> **WHAT YOU HAVE TO DO**:
The answer should match the entries below word for word, minus their pictures.

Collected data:
=== Section Start ===
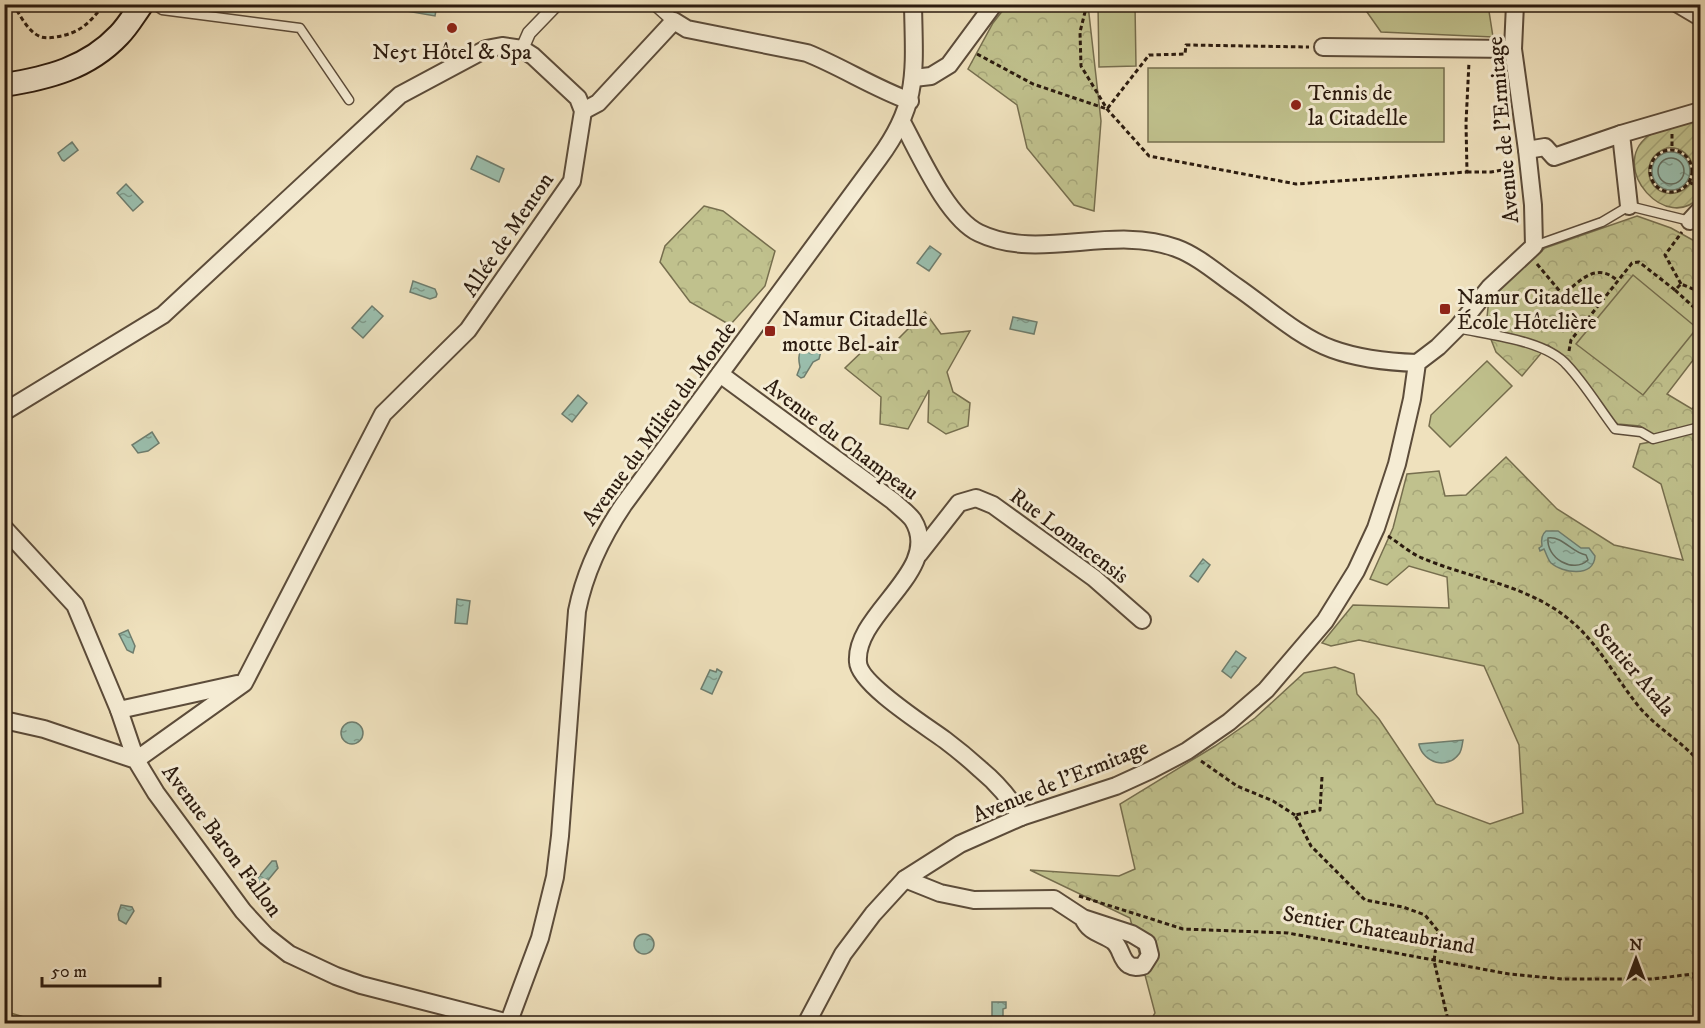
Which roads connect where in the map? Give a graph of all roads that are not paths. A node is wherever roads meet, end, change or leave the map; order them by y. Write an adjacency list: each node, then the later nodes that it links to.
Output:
1 (142, 4): 15 (main road)
2 (153, 4): 16 (lane)
3 (557, 4): 12 (street)
4 (655, 4): 10 (street)
5 (913, 4): 14 (street, Avenue du Milieu du Monde)
6 (994, 4): 14 (street)
7 (1515, 4): 13 (street, Avenue de l'Ermitage)
8 (1678, 4): 9 (street)
9 (1701, 17)
10 (674, 21): 17 (street); 18 (street)
11 (1323, 47): 13 (street)
12 (522, 49): 18 (street); 29 (street)
13 (1513, 49): 22 (street, Avenue de l'Ermitage)
14 (914, 78): 17 (street, Avenue du Milieu du Monde)
15 (4, 85)
16 (349, 100)
17 (910, 101): 20 (street, Avenue du Milieu du Monde)
18 (583, 111): 34 (street, Allée de Menton)
19 (1701, 111): 21 (street)
20 (902, 122): 27 (street); 28 (street, Avenue du Milieu du Monde)
21 (1621, 134): 22 (street); 23 (street)
22 (1528, 157): 25 (street, Avenue de l'Ermitage)
23 (1629, 206): 24 (lane); 25 (lane)
24 (1697, 220)
25 (1530, 249): 26 (street, Avenue de l'Ermitage)
26 (1457, 328): 27 (street, Avenue de l'Ermitage); 30 (lane)
27 (1417, 363): 38 (street, Avenue de l'Ermitage)
28 (720, 374): 32 (street, Avenue du Champeau); 41 (street, Avenue du Milieu du Monde)
29 (4, 412)
30 (1701, 427)
31 (4, 528): 35 (street)
32 (919, 554): 33 (street, Rue Lomacensis); 38 (street)
33 (1142, 620)
34 (244, 683): 35 (street); 37 (street, Allée de Menton)
35 (119, 710): 37 (street)
36 (4, 720): 37 (street, Avenue Baron Fallon)
37 (136, 760): 41 (street, Avenue Baron Fallon)
38 (1021, 817): 39 (street, Avenue de l'Ermitage)
39 (905, 879): 40 (street); 42 (street, Avenue de l'Ermitage)
40 (1083, 918)
41 (510, 1023)
42 (806, 1023)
=== Section End ===
> **RESPONSE AREA**:
Which roads connect where in the map? Give a graph of all roads that are not paths. A node is wherever roads meet, end, change or leave the map; order them by y. Write an adjacency list: each node, then the later nodes that it links to.
Output:
1 (142, 4): 15 (main road)
2 (153, 4): 16 (lane)
3 (557, 4): 12 (street)
4 (655, 4): 10 (street)
5 (913, 4): 14 (street, Avenue du Milieu du Monde)
6 (994, 4): 14 (street)
7 (1515, 4): 13 (street, Avenue de l'Ermitage)
8 (1678, 4): 9 (street)
9 (1701, 17)
10 (674, 21): 17 (street); 18 (street)
11 (1323, 47): 13 (street)
12 (522, 49): 18 (street); 29 (street)
13 (1513, 49): 22 (street, Avenue de l'Ermitage)
14 (914, 78): 17 (street, Avenue du Milieu du Monde)
15 (4, 85)
16 (349, 100)
17 (910, 101): 20 (street, Avenue du Milieu du Monde)
18 (583, 111): 34 (street, Allée de Menton)
19 (1701, 111): 21 (street)
20 (902, 122): 27 (street); 28 (street, Avenue du Milieu du Monde)
21 (1621, 134): 22 (street); 23 (street)
22 (1528, 157): 25 (street, Avenue de l'Ermitage)
23 (1629, 206): 24 (lane); 25 (lane)
24 (1697, 220)
25 (1530, 249): 26 (street, Avenue de l'Ermitage)
26 (1457, 328): 27 (street, Avenue de l'Ermitage); 30 (lane)
27 (1417, 363): 38 (street, Avenue de l'Ermitage)
28 (720, 374): 32 (street, Avenue du Champeau); 41 (street, Avenue du Milieu du Monde)
29 (4, 412)
30 (1701, 427)
31 (4, 528): 35 (street)
32 (919, 554): 33 (street, Rue Lomacensis); 38 (street)
33 (1142, 620)
34 (244, 683): 35 (street); 37 (street, Allée de Menton)
35 (119, 710): 37 (street)
36 (4, 720): 37 (street, Avenue Baron Fallon)
37 (136, 760): 41 (street, Avenue Baron Fallon)
38 (1021, 817): 39 (street, Avenue de l'Ermitage)
39 (905, 879): 40 (street); 42 (street, Avenue de l'Ermitage)
40 (1083, 918)
41 (510, 1023)
42 (806, 1023)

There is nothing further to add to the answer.